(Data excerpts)
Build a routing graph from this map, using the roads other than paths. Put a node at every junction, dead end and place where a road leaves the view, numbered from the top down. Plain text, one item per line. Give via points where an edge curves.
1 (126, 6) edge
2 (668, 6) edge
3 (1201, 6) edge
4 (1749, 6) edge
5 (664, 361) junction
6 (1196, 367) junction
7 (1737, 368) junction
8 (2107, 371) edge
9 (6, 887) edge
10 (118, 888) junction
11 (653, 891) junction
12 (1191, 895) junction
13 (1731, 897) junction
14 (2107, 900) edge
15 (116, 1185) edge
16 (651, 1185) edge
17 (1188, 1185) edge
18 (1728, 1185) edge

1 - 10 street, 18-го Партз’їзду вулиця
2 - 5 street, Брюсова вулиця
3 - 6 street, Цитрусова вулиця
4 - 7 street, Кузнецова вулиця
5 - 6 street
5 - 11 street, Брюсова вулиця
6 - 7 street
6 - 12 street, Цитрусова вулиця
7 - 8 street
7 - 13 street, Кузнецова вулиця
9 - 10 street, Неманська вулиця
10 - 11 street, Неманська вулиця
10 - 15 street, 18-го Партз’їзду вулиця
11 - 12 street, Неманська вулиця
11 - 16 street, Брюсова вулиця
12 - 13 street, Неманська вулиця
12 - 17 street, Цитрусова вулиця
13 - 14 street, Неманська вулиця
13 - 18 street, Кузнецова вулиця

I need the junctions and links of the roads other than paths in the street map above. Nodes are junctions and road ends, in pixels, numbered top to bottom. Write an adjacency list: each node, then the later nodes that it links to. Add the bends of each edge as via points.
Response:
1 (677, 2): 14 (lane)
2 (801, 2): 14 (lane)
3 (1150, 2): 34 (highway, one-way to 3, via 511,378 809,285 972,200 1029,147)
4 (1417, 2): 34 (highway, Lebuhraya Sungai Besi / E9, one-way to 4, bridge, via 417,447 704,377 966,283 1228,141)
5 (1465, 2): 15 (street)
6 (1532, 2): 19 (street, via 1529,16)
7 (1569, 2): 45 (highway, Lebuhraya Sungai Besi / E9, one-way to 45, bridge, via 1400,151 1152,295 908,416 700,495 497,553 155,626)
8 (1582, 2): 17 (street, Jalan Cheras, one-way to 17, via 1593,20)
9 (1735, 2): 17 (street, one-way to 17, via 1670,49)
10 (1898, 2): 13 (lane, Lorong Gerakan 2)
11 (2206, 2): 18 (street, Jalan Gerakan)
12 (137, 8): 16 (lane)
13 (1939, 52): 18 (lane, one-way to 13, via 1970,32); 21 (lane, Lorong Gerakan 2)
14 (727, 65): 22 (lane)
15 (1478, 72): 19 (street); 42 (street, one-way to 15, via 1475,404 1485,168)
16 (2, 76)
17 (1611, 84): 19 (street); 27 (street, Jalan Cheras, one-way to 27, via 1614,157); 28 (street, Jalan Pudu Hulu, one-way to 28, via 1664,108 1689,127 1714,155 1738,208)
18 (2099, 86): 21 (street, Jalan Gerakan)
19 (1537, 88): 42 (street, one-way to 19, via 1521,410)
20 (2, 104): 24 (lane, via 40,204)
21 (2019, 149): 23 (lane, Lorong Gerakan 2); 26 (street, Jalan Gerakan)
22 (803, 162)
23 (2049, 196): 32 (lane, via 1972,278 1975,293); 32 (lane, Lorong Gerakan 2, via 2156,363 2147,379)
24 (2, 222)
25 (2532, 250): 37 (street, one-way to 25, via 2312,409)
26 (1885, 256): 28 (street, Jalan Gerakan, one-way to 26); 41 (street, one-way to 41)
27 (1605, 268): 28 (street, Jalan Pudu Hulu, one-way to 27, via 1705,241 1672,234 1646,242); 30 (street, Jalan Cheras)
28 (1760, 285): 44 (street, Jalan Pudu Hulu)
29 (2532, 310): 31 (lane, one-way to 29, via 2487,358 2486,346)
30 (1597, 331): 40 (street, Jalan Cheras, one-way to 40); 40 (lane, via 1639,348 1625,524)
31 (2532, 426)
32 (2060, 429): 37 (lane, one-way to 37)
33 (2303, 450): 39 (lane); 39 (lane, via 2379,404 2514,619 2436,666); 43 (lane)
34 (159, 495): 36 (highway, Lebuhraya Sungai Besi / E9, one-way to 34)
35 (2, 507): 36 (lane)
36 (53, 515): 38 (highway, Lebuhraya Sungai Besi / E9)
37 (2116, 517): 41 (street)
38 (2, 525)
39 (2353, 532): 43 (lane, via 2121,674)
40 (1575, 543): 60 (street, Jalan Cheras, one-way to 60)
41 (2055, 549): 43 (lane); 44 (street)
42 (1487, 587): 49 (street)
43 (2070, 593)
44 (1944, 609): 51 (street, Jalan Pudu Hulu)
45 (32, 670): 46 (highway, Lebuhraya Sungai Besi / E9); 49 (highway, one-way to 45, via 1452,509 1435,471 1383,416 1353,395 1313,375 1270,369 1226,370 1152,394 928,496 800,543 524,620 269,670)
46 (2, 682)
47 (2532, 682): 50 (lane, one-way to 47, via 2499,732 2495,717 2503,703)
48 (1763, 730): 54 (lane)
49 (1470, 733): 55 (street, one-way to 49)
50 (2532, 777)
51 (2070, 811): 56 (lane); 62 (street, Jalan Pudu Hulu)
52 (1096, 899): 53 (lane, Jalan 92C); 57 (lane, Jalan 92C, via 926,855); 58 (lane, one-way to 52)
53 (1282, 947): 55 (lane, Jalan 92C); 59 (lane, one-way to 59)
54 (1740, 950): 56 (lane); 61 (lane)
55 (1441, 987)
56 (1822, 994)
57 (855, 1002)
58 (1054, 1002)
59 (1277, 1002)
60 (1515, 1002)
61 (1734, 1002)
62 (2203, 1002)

(EXERCISE OBJECTIVE) Return each line of the data above verbatim.

(SOLUTION BELOW)
Build a routing graph from this map, using the roads other than paths. Put a node at every junction, dead end and place where a road leaves the view, numbered from the top down. Plain text, one item per line. Give via points where an edge curves.
1 (126, 6) edge
2 (668, 6) edge
3 (1201, 6) edge
4 (1749, 6) edge
5 (664, 361) junction
6 (1196, 367) junction
7 (1737, 368) junction
8 (2107, 371) edge
9 (6, 887) edge
10 (118, 888) junction
11 (653, 891) junction
12 (1191, 895) junction
13 (1731, 897) junction
14 (2107, 900) edge
15 (116, 1185) edge
16 (651, 1185) edge
17 (1188, 1185) edge
18 (1728, 1185) edge

1 - 10 street, 18-го Партз’їзду вулиця
2 - 5 street, Брюсова вулиця
3 - 6 street, Цитрусова вулиця
4 - 7 street, Кузнецова вулиця
5 - 6 street
5 - 11 street, Брюсова вулиця
6 - 7 street
6 - 12 street, Цитрусова вулиця
7 - 8 street
7 - 13 street, Кузнецова вулиця
9 - 10 street, Неманська вулиця
10 - 11 street, Неманська вулиця
10 - 15 street, 18-го Партз’їзду вулиця
11 - 12 street, Неманська вулиця
11 - 16 street, Брюсова вулиця
12 - 13 street, Неманська вулиця
12 - 17 street, Цитрусова вулиця
13 - 14 street, Неманська вулиця
13 - 18 street, Кузнецова вулиця

I need the junctions and links of the roads other than paths in the street map above. Nodes are junctions and road ends, in pixels, numbered top to bottom. Write an adjacency list: each node, then the later nodes that it links to. Add the bends of each edge as via points.
Response:
1 (677, 2): 14 (lane)
2 (801, 2): 14 (lane)
3 (1150, 2): 34 (highway, one-way to 3, via 511,378 809,285 972,200 1029,147)
4 (1417, 2): 34 (highway, Lebuhraya Sungai Besi / E9, one-way to 4, bridge, via 417,447 704,377 966,283 1228,141)
5 (1465, 2): 15 (street)
6 (1532, 2): 19 (street, via 1529,16)
7 (1569, 2): 45 (highway, Lebuhraya Sungai Besi / E9, one-way to 45, bridge, via 1400,151 1152,295 908,416 700,495 497,553 155,626)
8 (1582, 2): 17 (street, Jalan Cheras, one-way to 17, via 1593,20)
9 (1735, 2): 17 (street, one-way to 17, via 1670,49)
10 (1898, 2): 13 (lane, Lorong Gerakan 2)
11 (2206, 2): 18 (street, Jalan Gerakan)
12 (137, 8): 16 (lane)
13 (1939, 52): 18 (lane, one-way to 13, via 1970,32); 21 (lane, Lorong Gerakan 2)
14 (727, 65): 22 (lane)
15 (1478, 72): 19 (street); 42 (street, one-way to 15, via 1475,404 1485,168)
16 (2, 76)
17 (1611, 84): 19 (street); 27 (street, Jalan Cheras, one-way to 27, via 1614,157); 28 (street, Jalan Pudu Hulu, one-way to 28, via 1664,108 1689,127 1714,155 1738,208)
18 (2099, 86): 21 (street, Jalan Gerakan)
19 (1537, 88): 42 (street, one-way to 19, via 1521,410)
20 (2, 104): 24 (lane, via 40,204)
21 (2019, 149): 23 (lane, Lorong Gerakan 2); 26 (street, Jalan Gerakan)
22 (803, 162)
23 (2049, 196): 32 (lane, via 1972,278 1975,293); 32 (lane, Lorong Gerakan 2, via 2156,363 2147,379)
24 (2, 222)
25 (2532, 250): 37 (street, one-way to 25, via 2312,409)
26 (1885, 256): 28 (street, Jalan Gerakan, one-way to 26); 41 (street, one-way to 41)
27 (1605, 268): 28 (street, Jalan Pudu Hulu, one-way to 27, via 1705,241 1672,234 1646,242); 30 (street, Jalan Cheras)
28 (1760, 285): 44 (street, Jalan Pudu Hulu)
29 (2532, 310): 31 (lane, one-way to 29, via 2487,358 2486,346)
30 (1597, 331): 40 (street, Jalan Cheras, one-way to 40); 40 (lane, via 1639,348 1625,524)
31 (2532, 426)
32 (2060, 429): 37 (lane, one-way to 37)
33 (2303, 450): 39 (lane); 39 (lane, via 2379,404 2514,619 2436,666); 43 (lane)
34 (159, 495): 36 (highway, Lebuhraya Sungai Besi / E9, one-way to 34)
35 (2, 507): 36 (lane)
36 (53, 515): 38 (highway, Lebuhraya Sungai Besi / E9)
37 (2116, 517): 41 (street)
38 (2, 525)
39 (2353, 532): 43 (lane, via 2121,674)
40 (1575, 543): 60 (street, Jalan Cheras, one-way to 60)
41 (2055, 549): 43 (lane); 44 (street)
42 (1487, 587): 49 (street)
43 (2070, 593)
44 (1944, 609): 51 (street, Jalan Pudu Hulu)
45 (32, 670): 46 (highway, Lebuhraya Sungai Besi / E9); 49 (highway, one-way to 45, via 1452,509 1435,471 1383,416 1353,395 1313,375 1270,369 1226,370 1152,394 928,496 800,543 524,620 269,670)
46 (2, 682)
47 (2532, 682): 50 (lane, one-way to 47, via 2499,732 2495,717 2503,703)
48 (1763, 730): 54 (lane)
49 (1470, 733): 55 (street, one-way to 49)
50 (2532, 777)
51 (2070, 811): 56 (lane); 62 (street, Jalan Pudu Hulu)
52 (1096, 899): 53 (lane, Jalan 92C); 57 (lane, Jalan 92C, via 926,855); 58 (lane, one-way to 52)
53 (1282, 947): 55 (lane, Jalan 92C); 59 (lane, one-way to 59)
54 (1740, 950): 56 (lane); 61 (lane)
55 (1441, 987)
56 (1822, 994)
57 (855, 1002)
58 (1054, 1002)
59 (1277, 1002)
60 (1515, 1002)
61 (1734, 1002)
62 (2203, 1002)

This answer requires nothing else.